Re: Interior pointers and fast GC

2017-01-22 Thread Chris Wright via Digitalmars-d
On Sun, 22 Jan 2017 06:44:47 +, Araq wrote:

> On Sunday, 22 January 2017 at 06:28:35 UTC, Chris Wright wrote:
>> On Sun, 22 Jan 2017 05:02:43 +, Araq wrote:
>>> It's an O(1) that requires a hash table lookup in general because
>>> allocations can exceed the chunk size and so you cannot just mask the
>>> pointer and look at the chunk header because it might not be a chunk
>>> header at all. Know any production GCs that use hash table lookups for
>>> pointer assignments? Me neither. Ok ok, maybe Go does, it's the only
>>> language with GC that embraces interior pointers as stupid as that is.
>>
>> Overexplaining because I'm tired.
>>
>> If you have fixed-size allocations, you get much better time: O(log
>> #pools) to find the pool, O(1) to find the offset in that pool. The
>> cost is you multiply the number of pools in existence by the number of
>> allocation sizes you decide to support.
>>
>>
> Sure, O(log #pools) + O(1) is "much better" than O(1).

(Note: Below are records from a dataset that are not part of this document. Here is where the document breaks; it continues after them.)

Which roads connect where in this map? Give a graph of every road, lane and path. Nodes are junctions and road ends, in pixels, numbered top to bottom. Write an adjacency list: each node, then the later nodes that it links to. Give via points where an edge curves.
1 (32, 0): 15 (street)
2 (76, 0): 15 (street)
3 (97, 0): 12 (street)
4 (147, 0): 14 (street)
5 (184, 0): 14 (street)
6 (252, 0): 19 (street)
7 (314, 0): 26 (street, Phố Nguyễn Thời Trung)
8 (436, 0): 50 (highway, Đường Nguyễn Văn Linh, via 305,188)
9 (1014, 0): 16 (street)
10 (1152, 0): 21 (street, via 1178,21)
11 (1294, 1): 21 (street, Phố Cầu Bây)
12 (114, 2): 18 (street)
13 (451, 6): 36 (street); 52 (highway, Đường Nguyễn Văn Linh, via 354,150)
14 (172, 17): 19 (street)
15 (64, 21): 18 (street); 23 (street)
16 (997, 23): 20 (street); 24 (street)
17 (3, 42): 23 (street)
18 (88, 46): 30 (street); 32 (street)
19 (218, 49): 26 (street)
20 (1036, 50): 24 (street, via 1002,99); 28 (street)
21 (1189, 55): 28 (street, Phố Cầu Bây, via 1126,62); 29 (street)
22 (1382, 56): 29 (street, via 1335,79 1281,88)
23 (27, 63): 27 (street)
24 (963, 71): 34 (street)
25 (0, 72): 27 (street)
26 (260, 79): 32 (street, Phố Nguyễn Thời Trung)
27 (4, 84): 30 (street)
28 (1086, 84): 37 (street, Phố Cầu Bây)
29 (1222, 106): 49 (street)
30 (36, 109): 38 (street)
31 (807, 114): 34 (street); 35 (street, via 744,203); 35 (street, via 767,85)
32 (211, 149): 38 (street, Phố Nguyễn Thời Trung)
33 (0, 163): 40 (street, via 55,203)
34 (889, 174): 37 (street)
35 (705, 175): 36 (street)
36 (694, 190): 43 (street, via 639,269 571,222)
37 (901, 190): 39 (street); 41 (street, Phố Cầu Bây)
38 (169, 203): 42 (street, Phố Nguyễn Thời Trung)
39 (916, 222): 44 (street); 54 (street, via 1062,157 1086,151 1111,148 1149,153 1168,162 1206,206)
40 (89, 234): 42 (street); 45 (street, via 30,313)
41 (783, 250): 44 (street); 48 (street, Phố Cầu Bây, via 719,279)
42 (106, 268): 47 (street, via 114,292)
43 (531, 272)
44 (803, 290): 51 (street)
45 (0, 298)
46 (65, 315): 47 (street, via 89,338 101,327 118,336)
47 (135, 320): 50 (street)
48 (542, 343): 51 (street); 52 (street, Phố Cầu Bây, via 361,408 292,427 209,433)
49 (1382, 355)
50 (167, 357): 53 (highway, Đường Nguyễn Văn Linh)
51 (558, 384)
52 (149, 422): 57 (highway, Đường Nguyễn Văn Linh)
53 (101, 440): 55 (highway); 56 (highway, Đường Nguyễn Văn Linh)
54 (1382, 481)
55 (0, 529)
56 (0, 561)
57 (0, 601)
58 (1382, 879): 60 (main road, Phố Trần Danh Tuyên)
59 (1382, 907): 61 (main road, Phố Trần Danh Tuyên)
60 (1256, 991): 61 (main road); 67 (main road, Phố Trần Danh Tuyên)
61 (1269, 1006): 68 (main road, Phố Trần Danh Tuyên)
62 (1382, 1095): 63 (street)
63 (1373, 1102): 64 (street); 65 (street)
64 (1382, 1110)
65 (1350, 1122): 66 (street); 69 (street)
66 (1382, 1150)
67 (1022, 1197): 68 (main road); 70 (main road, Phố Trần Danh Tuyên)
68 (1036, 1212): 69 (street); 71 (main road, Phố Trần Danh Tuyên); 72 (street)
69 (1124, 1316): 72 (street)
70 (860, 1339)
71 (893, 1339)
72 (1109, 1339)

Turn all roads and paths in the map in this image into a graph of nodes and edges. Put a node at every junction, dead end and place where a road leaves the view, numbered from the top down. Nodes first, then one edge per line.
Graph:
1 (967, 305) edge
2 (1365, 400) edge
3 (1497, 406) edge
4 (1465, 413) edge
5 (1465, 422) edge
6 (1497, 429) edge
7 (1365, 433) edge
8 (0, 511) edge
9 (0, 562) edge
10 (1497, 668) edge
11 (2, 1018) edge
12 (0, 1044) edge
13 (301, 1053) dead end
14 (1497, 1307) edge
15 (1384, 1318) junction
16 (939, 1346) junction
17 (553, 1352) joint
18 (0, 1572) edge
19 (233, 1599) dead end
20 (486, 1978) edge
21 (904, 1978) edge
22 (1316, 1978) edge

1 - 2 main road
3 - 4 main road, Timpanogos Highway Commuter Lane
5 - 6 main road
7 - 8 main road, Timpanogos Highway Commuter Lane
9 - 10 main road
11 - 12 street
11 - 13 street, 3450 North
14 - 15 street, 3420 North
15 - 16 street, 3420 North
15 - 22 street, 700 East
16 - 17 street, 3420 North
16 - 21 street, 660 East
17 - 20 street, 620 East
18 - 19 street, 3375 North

Much better than what's available today, unless I misunderstood the 
current GC again.

A tree lookup with < 100 elements in the tree won't be much slower than a 
hashtable lookup with O(# pages allocated) entries in the table. If you 
control virtual memory more strictly (and have virtual memory to burn -- 
so not on 32-bit), you can put a better constant on the hashtable lookup.

> To shorten the discussion: You're looking for a variant of "card
> marking". No overhead for interior pointers if you do it right. I think,
> never worked out the details though.

Card marking is about write barriers. Write barriers are about 
incremental collection, caching part of your past GC run information so 
you can update it using only those pages of memory that have changed 
since last time. It's low granularity because it's essentially free to 
read an entire page of memory once you've read one byte. It's also low 
granularity because one common strategy is to mprotect(3) the pages as 
read-only and install a fault handler, which is an expensive way of doing 
things that you want to repeat fewer times if possible.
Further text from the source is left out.